Many practical large-scale optimization problems are not only sparse, but also display some form of block-structure such as primal or dual block angular structure. Often these structures are nested: each block of the coarse top level structure is block-structured itself. Problems with these characteristics appear frequently in stochastic programming but also in other areas such as telecommunication network modelling. We present a linear algebra library tailored for problems with such structure that is used inside an interior point solver for convex quadratic programming problems.

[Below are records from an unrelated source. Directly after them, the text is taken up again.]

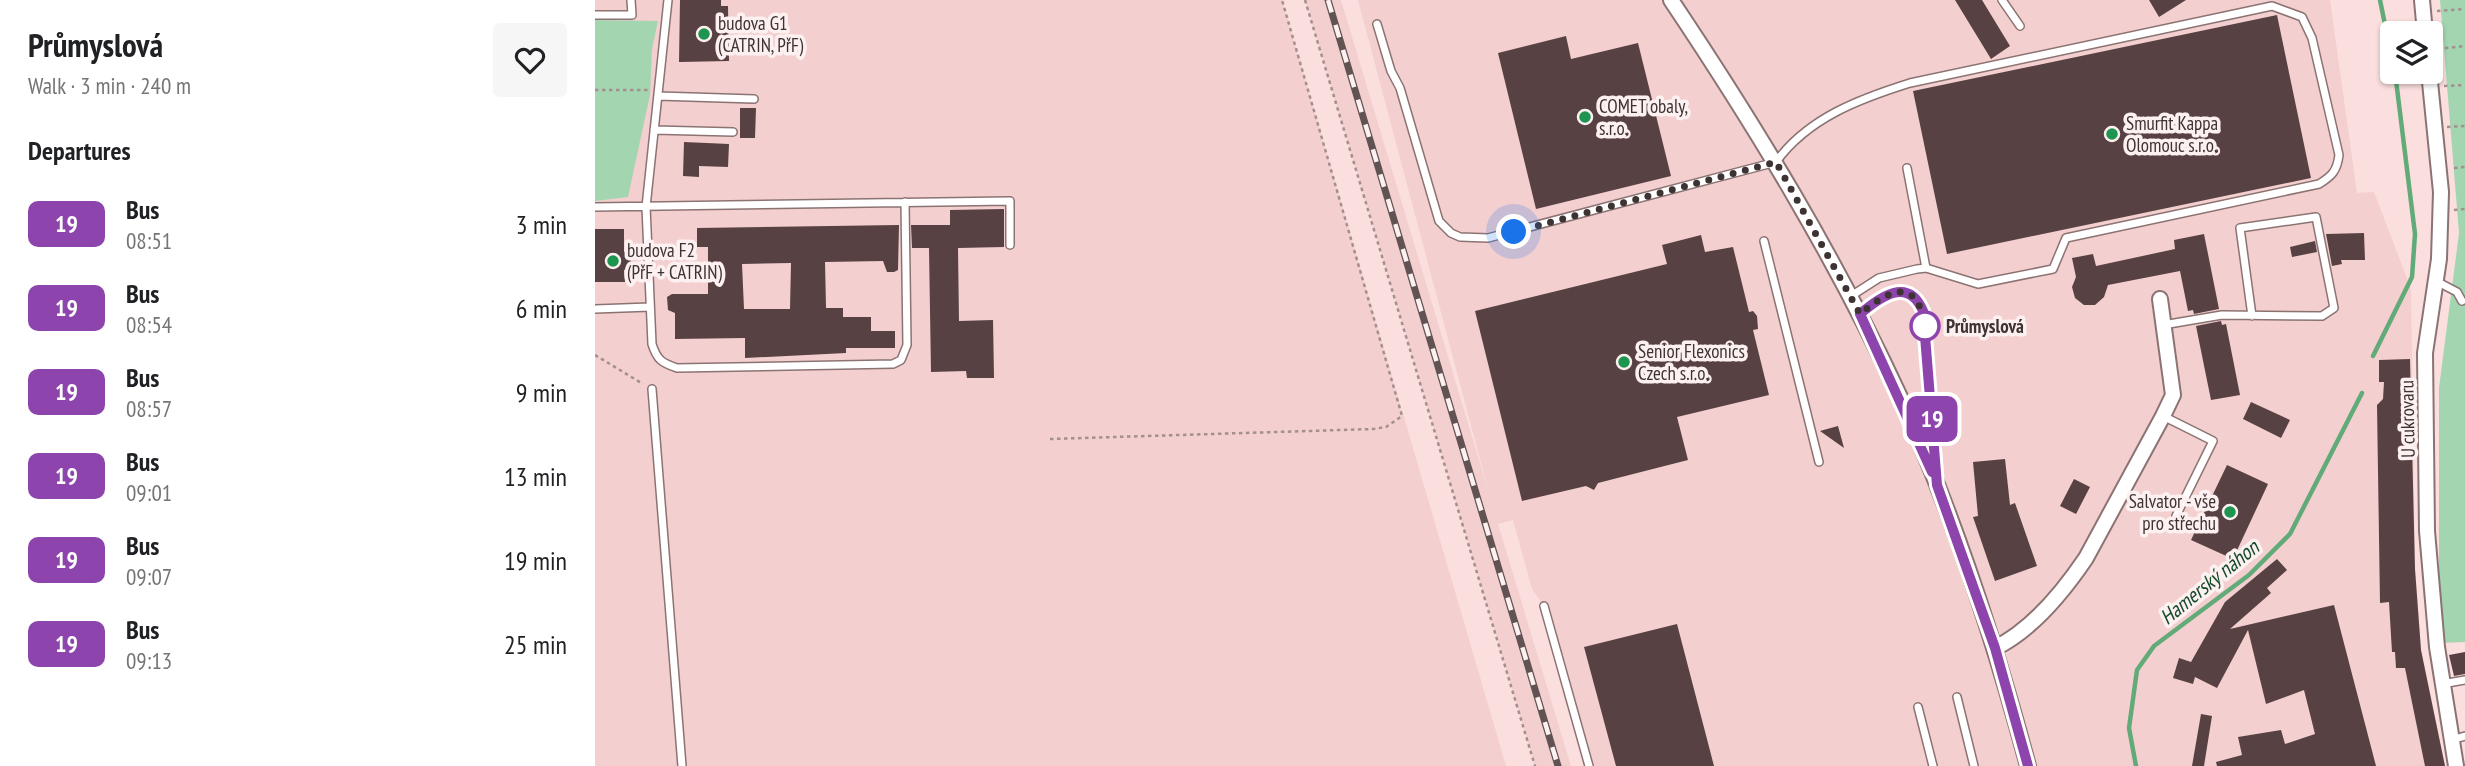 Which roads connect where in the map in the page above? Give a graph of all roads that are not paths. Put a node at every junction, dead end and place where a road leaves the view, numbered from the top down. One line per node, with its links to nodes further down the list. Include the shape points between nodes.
1 (631, 0): 6 (lane, via 632,15)
2 (668, 0): 11 (lane)
3 (2002, 0): 9 (lane)
4 (2422, 0): 7 (street)
5 (1674, 1): 15 (street)
6 (595, 15)
7 (2424, 21)
8 (1377, 24): 15 (lane, via 1439,221 1460,237 1488,238)
9 (2020, 26)
10 (2430, 84): 23 (street, U cukrovaru, via 2441,192)
11 (659, 93): 12 (lane); 13 (lane)
12 (754, 99)
13 (655, 130): 14 (lane); 18 (lane)
14 (733, 132)
15 (1776, 162): 22 (lane, via 1791,142 1819,121 1868,96 1910,83 2272,6 2302,17 2312,38 2339,155 2332,176 2319,184 2066,238 2053,269 1978,284); 24 (street)
16 (1907, 168): 22 (lane)
17 (905, 202): 18 (lane); 21 (lane, via 1010,201); 27 (lane, via 907,345 901,360 893,364 677,368 656,357)
18 (646, 207): 19 (lane); 27 (lane)
19 (595, 208)
20 (1764, 242): 34 (lane)
21 (1010, 245)
22 (1926, 268): 24 (lane, via 1888,274)
23 (2435, 281): 26 (lane, via 2457,292); 40 (street, U cukrovaru, via 2425,353 2427,531)
24 (1851, 296): 29 (street)
25 (2160, 299): 31 (street)
26 (2462, 301)
27 (650, 307): 28 (lane)
28 (595, 309)
29 (1860, 314): 35 (street); 35 (lane, via 1877,299 1898,292 1919,300)
30 (2252, 316): 30 (lane, via 2240,228 2316,217 2334,308 2322,316); 31 (lane)
31 (2164, 325): 33 (street, via 2173,395)
32 (652, 390): 44 (lane)
33 (2163, 416): 36 (lane, via 2213,441); 38 (street, via 2072,579 2020,632)
34 (1819, 463)
35 (1937, 485): 38 (street)
36 (2176, 516)
37 (1544, 606): 45 (lane)
38 (1995, 648): 48 (street)
39 (2465, 680): 40 (lane)
40 (2442, 684): 43 (street, U cukrovaru)
41 (1957, 697): 47 (lane)
42 (1918, 707): 46 (lane)
43 (2458, 738): 49 (street, U cukrovaru)
44 (682, 766)
45 (1589, 766)
46 (1933, 766)
47 (1974, 766)
48 (2028, 766)
49 (2456, 766)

Due to its object-oriented design it can be used to exploit virtually any nested block structure arising in practical problems, eliminating the need for highly specialised linear algebra modules needing to be written for every type of problem separately. Through a careful implementation we achieve almost automatic parallelisation of the linear algebra. The efficiency of the approach is illustrated on several problems arising in the financial planning, namely in the asset and liability management. The problems are modelled as multistage decision processes and by nature lead to nested block-structured problems. By taking the variance of the random variables into account the problems become non-separable quadratic programs. A reformulation of the problem is proposed which reduces density of matrices involved and by these means significantly simplifies its solution by an interior point method. The object-oriented parallel solver achieves high efficiency by careful exploitation of the block sparsity of these problems. As a result a problem with over 50 million decision variables is solved in just over 2 hours on a parallel computer with 16 processors. The approach is by nature scalable and the parallel implementation achieves nearly perfect speed-ups on a range of problems. Copyright Springer Science+Business Media, LLC 2007

Suggested Citation

  • Jacek Gondzio & Andreas Grothey, 2007. "Parallel interior-point solver for structured quadratic programs: Application to financial planning problems," Annals of Operations Research, Springer, vol. 152(1), pages 319-339, July.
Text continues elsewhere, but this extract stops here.